Phenotypes of the complementing strain of the ygaV mutant (Comp), which harbors the multicopy plasmid encoding ygaV gene: (A) Relative mRNA levels of ygaV in WT and the ygaV complementing strain as determined by quantitative real-time PCR analysis. The WT levels were set to 1.0. The gyrA gene was used as an internal standard. The values are means ± SD of three biological replicates. * p < 0.05, t test; (B) Promoter activities of the ygaVP operon. LacZ (β-galactosidase) activity measurement with the ygaV-lacZ fusion in WT, ygaV mutant and the complementing strain.

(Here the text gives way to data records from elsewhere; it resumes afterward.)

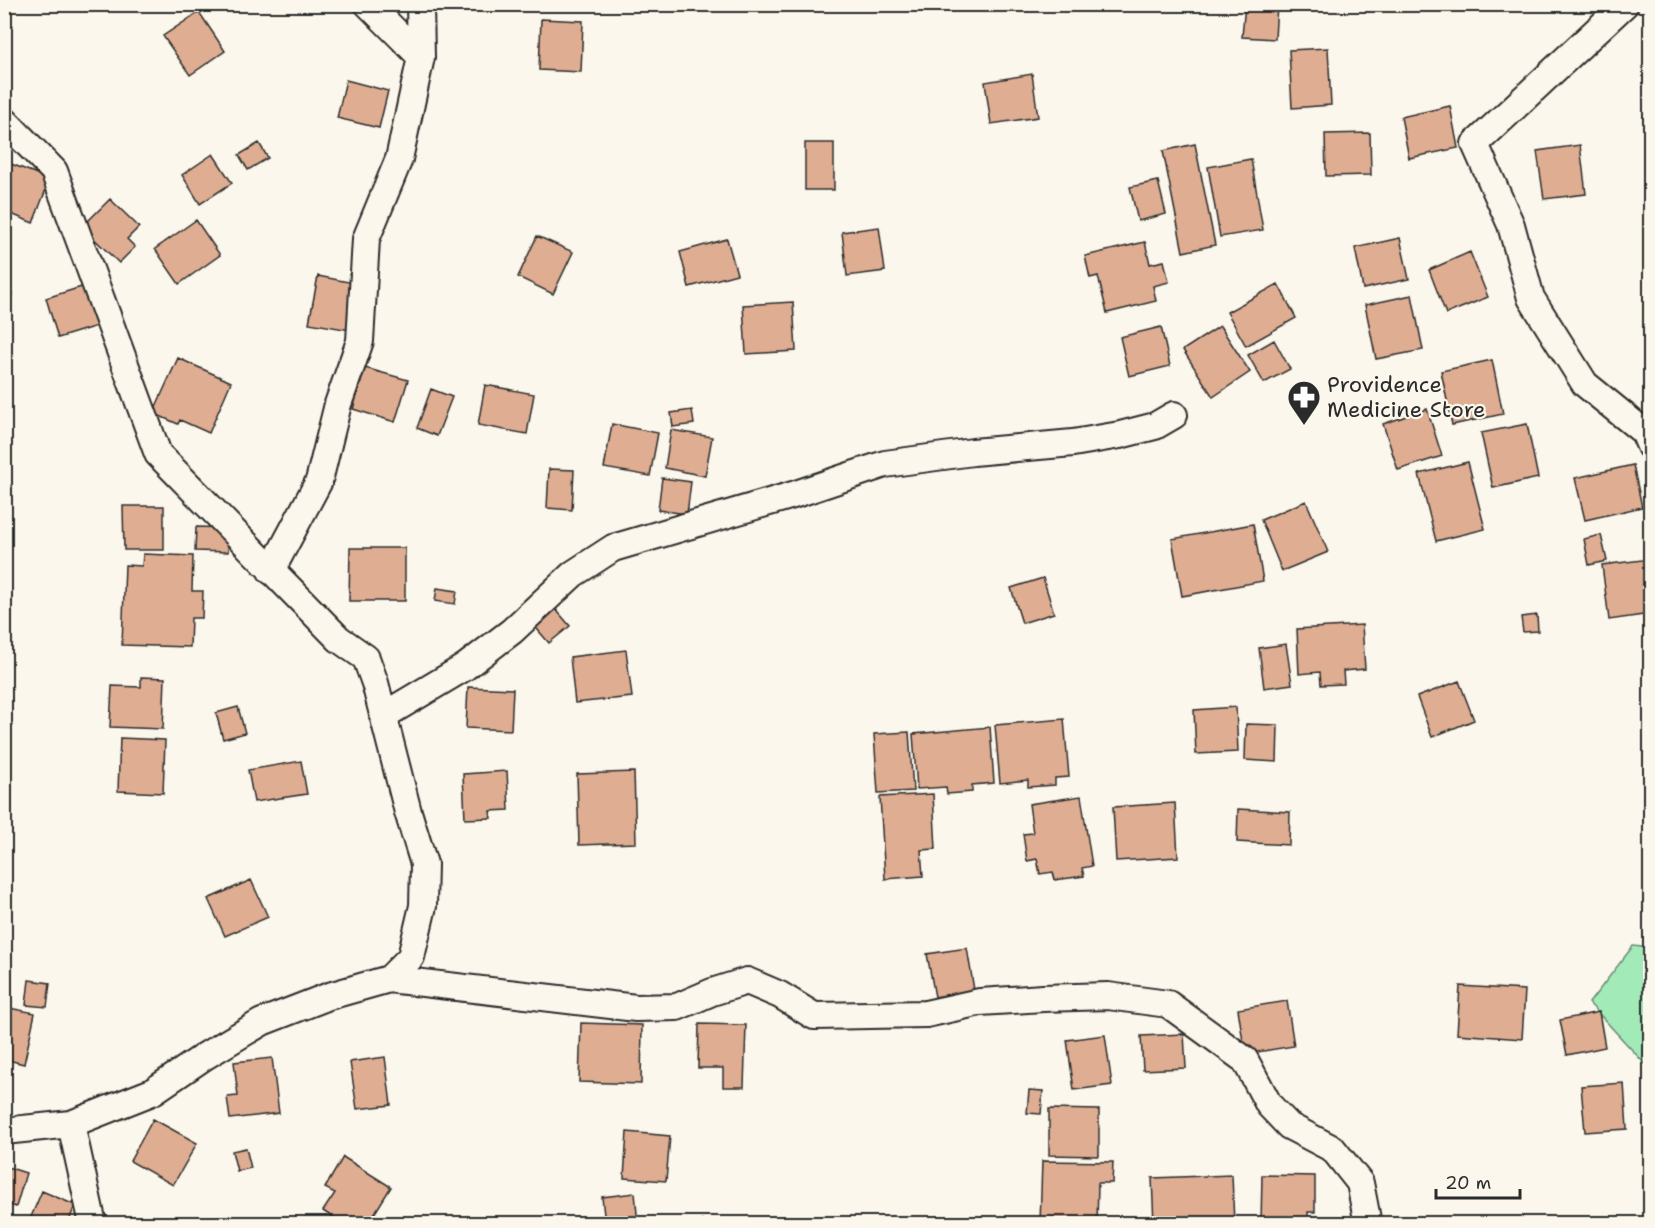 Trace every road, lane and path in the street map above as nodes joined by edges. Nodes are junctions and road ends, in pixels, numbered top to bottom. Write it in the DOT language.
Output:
graph roads {
  1 [pos="368,4"];
  2 [pos="420,4"];
  3 [pos="1625,4"];
  4 [pos="421,57"];
  5 [pos="4,120"];
  6 [pos="1174,415"];
  7 [pos="1650,446"];
  8 [pos="271,571"];
  9 [pos="383,716"];
  10 [pos="389,979"];
  11 [pos="71,1124"];
  12 [pos="4,1131"];
  13 [pos="93,1224"];
  14 [pos="1368,1224"];
  1 -- 4 [label="street"];
  2 -- 4 [label="street"];
  3 -- 7 [label="street"];
  4 -- 8 [label="street"];
  5 -- 8 [label="street"];
  6 -- 9 [label="street"];
  8 -- 9 [label="street"];
  9 -- 10 [label="street"];
  10 -- 11 [label="street"];
  10 -- 14 [label="street"];
  11 -- 12 [label="street"];
  11 -- 13 [label="street"];
}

Cells grown at mid-log phase (OD₆₀₀ = ~0.3) were treated or untreated with 0.2 mM Na₂S (final concentration) and harvested at late-log phase (OD₆₀₀ = 0.8~0.9). The values are means ± SD of three biological replicates; (C) H₂O₂ levels in WT, ygaV mutant and the complementing strain. Cells grown at mid-log phase (OD₆₀₀ = 0.5–0.6) were treated with 5.0 μg mL⁻¹ kanamycin (Km) (upper) or streptomycin (Sm) (bottom) (final concentration) for 5, 10 and 30 min, and then harvested. The values are means ± SD of three biological replicates; (D) Mean colony-forming-unit (CFU) values of WT, ygaV mutant and the complementing strain exposed to 0.2 μg mL⁻¹ or 1.0 μg mL⁻¹ Km or Sm (final concentration) for 30 min in the presence or absence of 0.2 mM Na₂S (final concentration). One of the CFU values of WT at 0.2 μg mL⁻¹ Km or Sm was set as 1. Different letters (a, b, c, d, e and f) indicate significant differences between groups (p < 0.05; Tukey’s test).